Es gibt zwei Hauptvarianten der Verschlüsselung von Zertifikaten, die den Anforderungen des BSI entsprechen: RSA-Schlüssel und Schlüssel mit elliptischer Kurve (EC).
Bei RSA sollte die Schlüssellänge mindestens 3000 Bit betragen. In enaio® werden elliptische Kurven nur bis zum secp384r1 unterstützt, weil die längere secp521r1 noch nicht von Web-Browsern überall unterstützt wird.
Da alle kürzeren elliptischen Kurven nicht mehr sicher sind, bleibt secp384r1 als die einzige valide Option für EC-Schlüssel.

Die aktuelle BSI-Anforderungen finden Sie unter folgendem Link: https://www.bsi.bund.de/SharedDocs/Downloads/EN/BSI/Publications/TechGuidelines/TG02102/BSI-TR-02102-1.pdf

Erforderliche Dateien für die TLS-Konfiguration

Gleich ob die Zertifikate gekauft oder selbst signiert wurden, sollten die folgenden Dateien vor Beginn der TLS-Konfiguration vorbereitet werden, denn sie werden für den Konfigurationsprozess benötigt:

• enaioCertificate.key – privater Schlüssel des Zertifikats

• enaioCertificate.crt – das Zertifikat (öffentlicher Schlüssel)

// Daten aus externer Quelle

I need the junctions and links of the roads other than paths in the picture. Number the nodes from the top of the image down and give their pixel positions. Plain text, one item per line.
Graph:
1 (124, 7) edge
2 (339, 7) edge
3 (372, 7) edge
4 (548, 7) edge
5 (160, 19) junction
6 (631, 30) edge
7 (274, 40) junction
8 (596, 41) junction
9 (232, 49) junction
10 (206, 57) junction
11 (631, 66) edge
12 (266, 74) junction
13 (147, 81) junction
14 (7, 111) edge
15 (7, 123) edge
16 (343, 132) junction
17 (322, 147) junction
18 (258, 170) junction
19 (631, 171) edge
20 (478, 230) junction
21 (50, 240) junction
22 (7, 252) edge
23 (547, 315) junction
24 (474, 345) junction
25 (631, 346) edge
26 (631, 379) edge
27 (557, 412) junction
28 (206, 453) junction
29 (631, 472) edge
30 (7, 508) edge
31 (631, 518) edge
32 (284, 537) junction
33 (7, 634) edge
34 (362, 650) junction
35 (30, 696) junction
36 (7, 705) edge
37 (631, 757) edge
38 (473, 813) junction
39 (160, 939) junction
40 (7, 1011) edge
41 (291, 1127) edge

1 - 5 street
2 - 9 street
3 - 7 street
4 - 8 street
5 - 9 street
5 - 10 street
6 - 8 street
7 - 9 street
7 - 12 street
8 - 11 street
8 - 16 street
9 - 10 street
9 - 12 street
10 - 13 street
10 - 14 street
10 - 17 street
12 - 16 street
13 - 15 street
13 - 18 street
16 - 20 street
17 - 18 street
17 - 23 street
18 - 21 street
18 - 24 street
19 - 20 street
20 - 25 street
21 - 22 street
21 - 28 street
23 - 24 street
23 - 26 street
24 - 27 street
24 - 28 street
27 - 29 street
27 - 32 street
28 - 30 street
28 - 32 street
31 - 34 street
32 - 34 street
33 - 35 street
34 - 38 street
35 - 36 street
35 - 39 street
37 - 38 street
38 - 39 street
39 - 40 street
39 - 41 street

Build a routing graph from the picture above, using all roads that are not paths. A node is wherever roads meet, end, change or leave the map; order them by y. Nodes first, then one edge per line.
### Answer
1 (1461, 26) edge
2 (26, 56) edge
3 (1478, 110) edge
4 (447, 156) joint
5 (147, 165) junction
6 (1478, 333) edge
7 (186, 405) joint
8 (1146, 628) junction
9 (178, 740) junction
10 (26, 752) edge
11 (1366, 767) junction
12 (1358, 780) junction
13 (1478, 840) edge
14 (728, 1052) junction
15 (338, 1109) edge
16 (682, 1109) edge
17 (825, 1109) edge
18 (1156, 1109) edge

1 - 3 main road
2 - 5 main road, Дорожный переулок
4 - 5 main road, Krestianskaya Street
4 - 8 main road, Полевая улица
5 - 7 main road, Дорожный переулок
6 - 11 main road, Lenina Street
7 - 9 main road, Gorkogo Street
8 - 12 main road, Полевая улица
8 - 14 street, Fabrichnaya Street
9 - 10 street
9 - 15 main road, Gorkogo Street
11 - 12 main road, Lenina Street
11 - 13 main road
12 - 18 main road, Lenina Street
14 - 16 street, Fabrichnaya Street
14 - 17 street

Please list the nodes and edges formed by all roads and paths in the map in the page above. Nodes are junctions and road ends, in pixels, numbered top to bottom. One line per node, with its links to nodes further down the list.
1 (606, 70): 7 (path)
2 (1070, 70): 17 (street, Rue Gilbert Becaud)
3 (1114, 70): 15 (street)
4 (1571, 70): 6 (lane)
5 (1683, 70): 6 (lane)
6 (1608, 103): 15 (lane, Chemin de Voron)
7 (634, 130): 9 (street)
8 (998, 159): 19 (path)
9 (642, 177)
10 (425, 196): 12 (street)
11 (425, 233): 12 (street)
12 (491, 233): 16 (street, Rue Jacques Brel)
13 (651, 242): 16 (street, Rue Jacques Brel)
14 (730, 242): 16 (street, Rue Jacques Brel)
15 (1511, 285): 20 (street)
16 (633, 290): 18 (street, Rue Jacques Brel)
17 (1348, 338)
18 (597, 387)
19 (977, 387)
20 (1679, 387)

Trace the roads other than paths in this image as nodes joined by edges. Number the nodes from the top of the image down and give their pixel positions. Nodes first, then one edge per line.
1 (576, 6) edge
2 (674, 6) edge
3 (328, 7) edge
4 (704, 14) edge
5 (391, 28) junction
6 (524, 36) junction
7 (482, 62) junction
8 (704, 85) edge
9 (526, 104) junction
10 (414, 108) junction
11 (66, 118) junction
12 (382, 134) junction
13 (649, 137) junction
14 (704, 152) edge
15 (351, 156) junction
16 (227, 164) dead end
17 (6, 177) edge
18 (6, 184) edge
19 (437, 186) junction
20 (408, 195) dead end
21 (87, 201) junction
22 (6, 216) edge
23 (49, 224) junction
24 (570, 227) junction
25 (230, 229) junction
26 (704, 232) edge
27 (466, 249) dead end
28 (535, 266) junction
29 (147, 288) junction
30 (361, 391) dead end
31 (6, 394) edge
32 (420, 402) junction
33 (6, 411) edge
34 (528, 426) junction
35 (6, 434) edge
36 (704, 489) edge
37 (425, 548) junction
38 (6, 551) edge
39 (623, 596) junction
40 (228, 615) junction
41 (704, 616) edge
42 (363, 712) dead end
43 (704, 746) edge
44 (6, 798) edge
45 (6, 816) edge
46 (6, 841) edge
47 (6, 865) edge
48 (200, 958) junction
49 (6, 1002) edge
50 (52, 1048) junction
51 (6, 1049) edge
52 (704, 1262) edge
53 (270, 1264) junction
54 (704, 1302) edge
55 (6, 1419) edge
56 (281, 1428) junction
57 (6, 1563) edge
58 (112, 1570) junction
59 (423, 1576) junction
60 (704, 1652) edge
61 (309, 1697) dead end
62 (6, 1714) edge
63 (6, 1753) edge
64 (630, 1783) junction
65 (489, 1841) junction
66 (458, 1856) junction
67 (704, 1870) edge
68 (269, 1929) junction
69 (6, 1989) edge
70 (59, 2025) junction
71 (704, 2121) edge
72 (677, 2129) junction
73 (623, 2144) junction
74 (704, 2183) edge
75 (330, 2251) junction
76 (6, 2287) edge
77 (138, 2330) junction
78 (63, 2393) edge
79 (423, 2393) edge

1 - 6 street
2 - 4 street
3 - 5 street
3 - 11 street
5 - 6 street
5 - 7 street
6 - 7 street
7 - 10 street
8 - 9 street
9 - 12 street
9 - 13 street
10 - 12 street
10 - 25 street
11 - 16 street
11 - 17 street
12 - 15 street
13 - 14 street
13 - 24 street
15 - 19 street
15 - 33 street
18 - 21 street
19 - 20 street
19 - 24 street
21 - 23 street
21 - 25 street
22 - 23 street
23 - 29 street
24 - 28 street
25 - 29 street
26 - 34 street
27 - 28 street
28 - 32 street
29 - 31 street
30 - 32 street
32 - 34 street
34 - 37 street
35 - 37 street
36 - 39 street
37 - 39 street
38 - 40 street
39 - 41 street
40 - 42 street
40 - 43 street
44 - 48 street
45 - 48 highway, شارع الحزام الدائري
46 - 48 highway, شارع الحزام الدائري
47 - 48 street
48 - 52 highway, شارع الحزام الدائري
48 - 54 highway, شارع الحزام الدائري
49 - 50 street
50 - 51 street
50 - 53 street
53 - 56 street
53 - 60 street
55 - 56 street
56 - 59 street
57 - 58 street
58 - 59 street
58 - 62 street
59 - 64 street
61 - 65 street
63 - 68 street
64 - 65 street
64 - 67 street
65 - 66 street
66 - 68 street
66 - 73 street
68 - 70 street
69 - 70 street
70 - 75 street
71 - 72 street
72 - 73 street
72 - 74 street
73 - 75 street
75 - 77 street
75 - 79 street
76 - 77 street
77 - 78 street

• enaioCertificateWithKey.p12 – das Zertifikat einschließlich seines privaten Schlüssels im PKCS12-Format

• enaioCertificateFullChainWithKey.pem – das Zertifikat einschließlich seines privaten Schlüssels und der vollständigen Zertifikatskette im PEM-Format

Falls die selbstsignierten Zertifikate verwendet werden, benötigen Sie zusätzlich die folgende Datei:

• CustomRootCA.crt und CustomRootCA.p12 – benutzerdefinierte CA-Stammzertifikate im PEM- und PKCS12-Format.